- _EXERCISE AIM_:
Where an entry below contains an image, skip the image and copy the rest exactly.

Recorded data
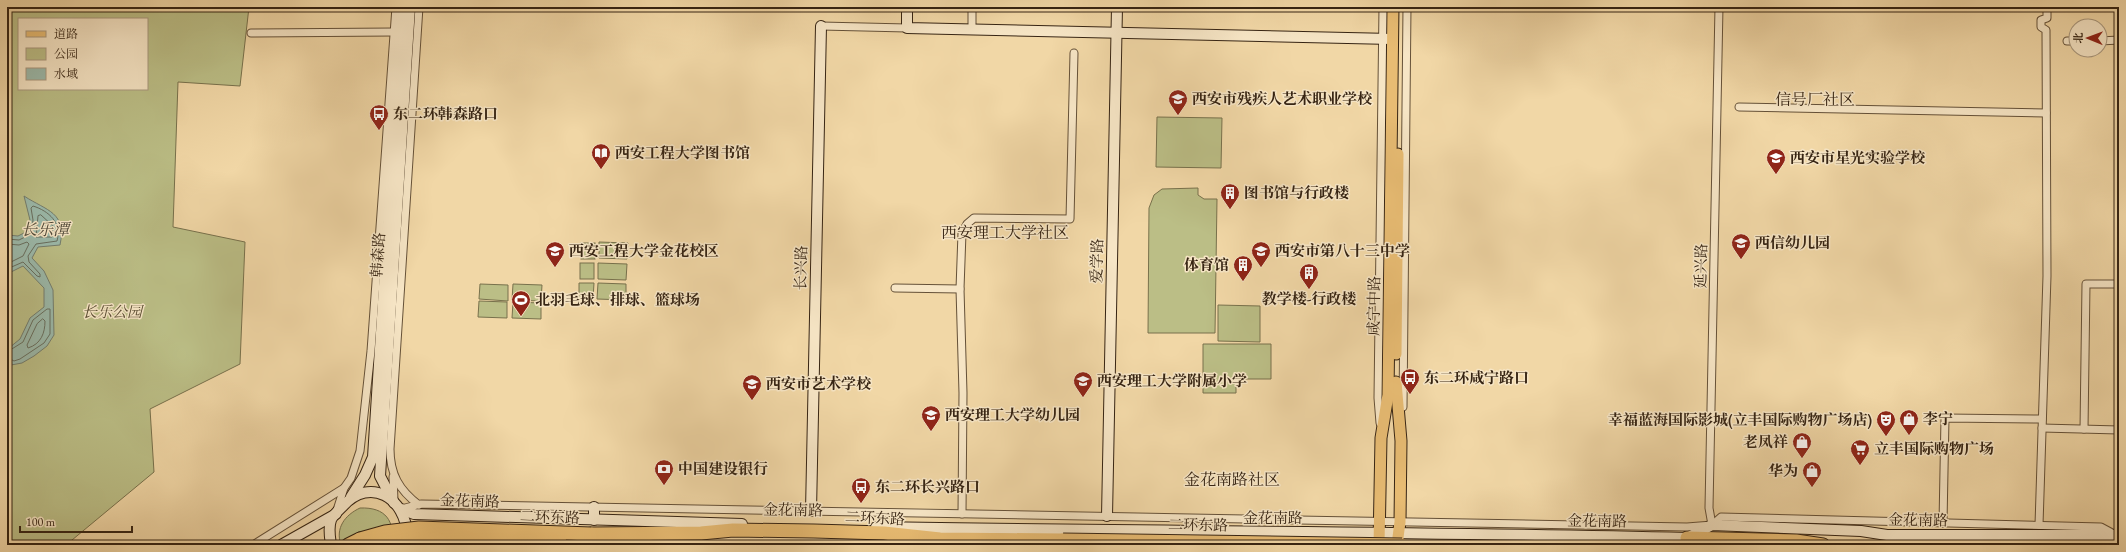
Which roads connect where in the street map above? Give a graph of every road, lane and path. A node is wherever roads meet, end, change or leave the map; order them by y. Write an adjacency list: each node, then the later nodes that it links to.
1 (396, 7): 17 (street)
2 (402, 7): 36 (main road, 韩森路)
3 (410, 7): 38 (main road, 韩森路)
4 (420, 7): 34 (street)
5 (907, 7): 15 (main road)
6 (972, 7): 16 (street)
7 (1117, 7): 18 (main road, 爱学路)
8 (1383, 7): 20 (street)
9 (1393, 7): 20 (main road, 咸宁中路)
10 (1400, 7): 33 (main road, 咸宁中路)
11 (1407, 7): 33 (street)
12 (1719, 7): 50 (street, 延兴路)
13 (2047, 7): 25 (street)
14 (821, 26): 15 (street); 40 (main road, 长兴路)
15 (907, 28): 16 (main road)
16 (972, 29): 18 (main road)
17 (394, 32): 19 (street); 35 (street)
18 (1117, 32): 20 (main road); 43 (main road, 爱学路)
19 (251, 33)
20 (1387, 39): 45 (main road, 咸宁中路)
21 (2108, 40): 22 (street)
22 (2119, 40)
23 (1074, 53): 28 (street)
24 (1740, 107): 25 (street)
25 (2046, 113): 29 (street)
26 (2119, 284): 31 (street)
27 (895, 288): 28 (street)
28 (960, 289): 42 (street)
29 (2042, 420): 30 (street); 47 (street)
30 (2042, 428): 31 (street); 49 (street)
31 (2084, 429): 32 (street)
32 (2119, 430)
33 (1401, 441): 46 (main road, 咸宁中路)
34 (393, 476): 37 (street); 38 (street)
35 (344, 488): 41 (street); 59 (street)
36 (350, 497): 38 (main road, 金花南路); 41 (main road, 韩森路)
37 (419, 504): 38 (street); 39 (street)
38 (397, 506): 44 (main road, 金花南路); 64 (main road, 韩森路)
39 (594, 507): 40 (street); 44 (main road)
40 (811, 511): 42 (street)
41 (336, 514): 60 (main road); 61 (main road)
42 (962, 514): 43 (street)
43 (1107, 516): 45 (street)
44 (594, 520): 48 (main road, 金花南路)
45 (1379, 521): 46 (street); 53 (main road, 咸宁中路)
46 (1400, 522): 50 (street); 58 (main road, 咸宁中路)
47 (1943, 523): 49 (street); 50 (street)
48 (765, 525): 51 (main road, 金花南路); 52 (highway)
49 (2039, 525): 54 (street)
50 (1712, 526): 54 (main road, 金花南路); 57 (main road, 金花南路)
51 (882, 527): 53 (main road, 金花南路); 55 (highway)
52 (733, 530): 55 (highway, 二环东路); 56 (highway, 二环东路)
53 (1379, 533): 58 (main road, 金花南路); 66 (main road, 咸宁中路)
54 (2118, 535)
55 (921, 537): 58 (highway, 二环东路, bridge)
56 (590, 538): 62 (highway, 二环东路, bridge); 63 (highway, 二环东路, bridge); 65 (highway, 二环东路)
57 (1686, 538): 58 (main road, 金花南路); 68 (highway)
58 (1401, 539): 67 (main road, 咸宁中路)
59 (253, 545)
60 (281, 545)
61 (331, 545)
62 (348, 545)
63 (375, 545)
64 (406, 545)
65 (648, 545)
66 (1379, 545)
67 (1397, 545)
68 (1823, 545)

- _WRITTEN REPLY_:
Which roads connect where in the street map above? Give a graph of every road, lane and path. A node is wherever roads meet, end, change or leave the map; order them by y. Write an adjacency list: each node, then the later nodes that it links to.
1 (396, 7): 17 (street)
2 (402, 7): 36 (main road, 韩森路)
3 (410, 7): 38 (main road, 韩森路)
4 (420, 7): 34 (street)
5 (907, 7): 15 (main road)
6 (972, 7): 16 (street)
7 (1117, 7): 18 (main road, 爱学路)
8 (1383, 7): 20 (street)
9 (1393, 7): 20 (main road, 咸宁中路)
10 (1400, 7): 33 (main road, 咸宁中路)
11 (1407, 7): 33 (street)
12 (1719, 7): 50 (street, 延兴路)
13 (2047, 7): 25 (street)
14 (821, 26): 15 (street); 40 (main road, 长兴路)
15 (907, 28): 16 (main road)
16 (972, 29): 18 (main road)
17 (394, 32): 19 (street); 35 (street)
18 (1117, 32): 20 (main road); 43 (main road, 爱学路)
19 (251, 33)
20 (1387, 39): 45 (main road, 咸宁中路)
21 (2108, 40): 22 (street)
22 (2119, 40)
23 (1074, 53): 28 (street)
24 (1740, 107): 25 (street)
25 (2046, 113): 29 (street)
26 (2119, 284): 31 (street)
27 (895, 288): 28 (street)
28 (960, 289): 42 (street)
29 (2042, 420): 30 (street); 47 (street)
30 (2042, 428): 31 (street); 49 (street)
31 (2084, 429): 32 (street)
32 (2119, 430)
33 (1401, 441): 46 (main road, 咸宁中路)
34 (393, 476): 37 (street); 38 (street)
35 (344, 488): 41 (street); 59 (street)
36 (350, 497): 38 (main road, 金花南路); 41 (main road, 韩森路)
37 (419, 504): 38 (street); 39 (street)
38 (397, 506): 44 (main road, 金花南路); 64 (main road, 韩森路)
39 (594, 507): 40 (street); 44 (main road)
40 (811, 511): 42 (street)
41 (336, 514): 60 (main road); 61 (main road)
42 (962, 514): 43 (street)
43 (1107, 516): 45 (street)
44 (594, 520): 48 (main road, 金花南路)
45 (1379, 521): 46 (street); 53 (main road, 咸宁中路)
46 (1400, 522): 50 (street); 58 (main road, 咸宁中路)
47 (1943, 523): 49 (street); 50 (street)
48 (765, 525): 51 (main road, 金花南路); 52 (highway)
49 (2039, 525): 54 (street)
50 (1712, 526): 54 (main road, 金花南路); 57 (main road, 金花南路)
51 (882, 527): 53 (main road, 金花南路); 55 (highway)
52 (733, 530): 55 (highway, 二环东路); 56 (highway, 二环东路)
53 (1379, 533): 58 (main road, 金花南路); 66 (main road, 咸宁中路)
54 (2118, 535)
55 (921, 537): 58 (highway, 二环东路, bridge)
56 (590, 538): 62 (highway, 二环东路, bridge); 63 (highway, 二环东路, bridge); 65 (highway, 二环东路)
57 (1686, 538): 58 (main road, 金花南路); 68 (highway)
58 (1401, 539): 67 (main road, 咸宁中路)
59 (253, 545)
60 (281, 545)
61 (331, 545)
62 (348, 545)
63 (375, 545)
64 (406, 545)
65 (648, 545)
66 (1379, 545)
67 (1397, 545)
68 (1823, 545)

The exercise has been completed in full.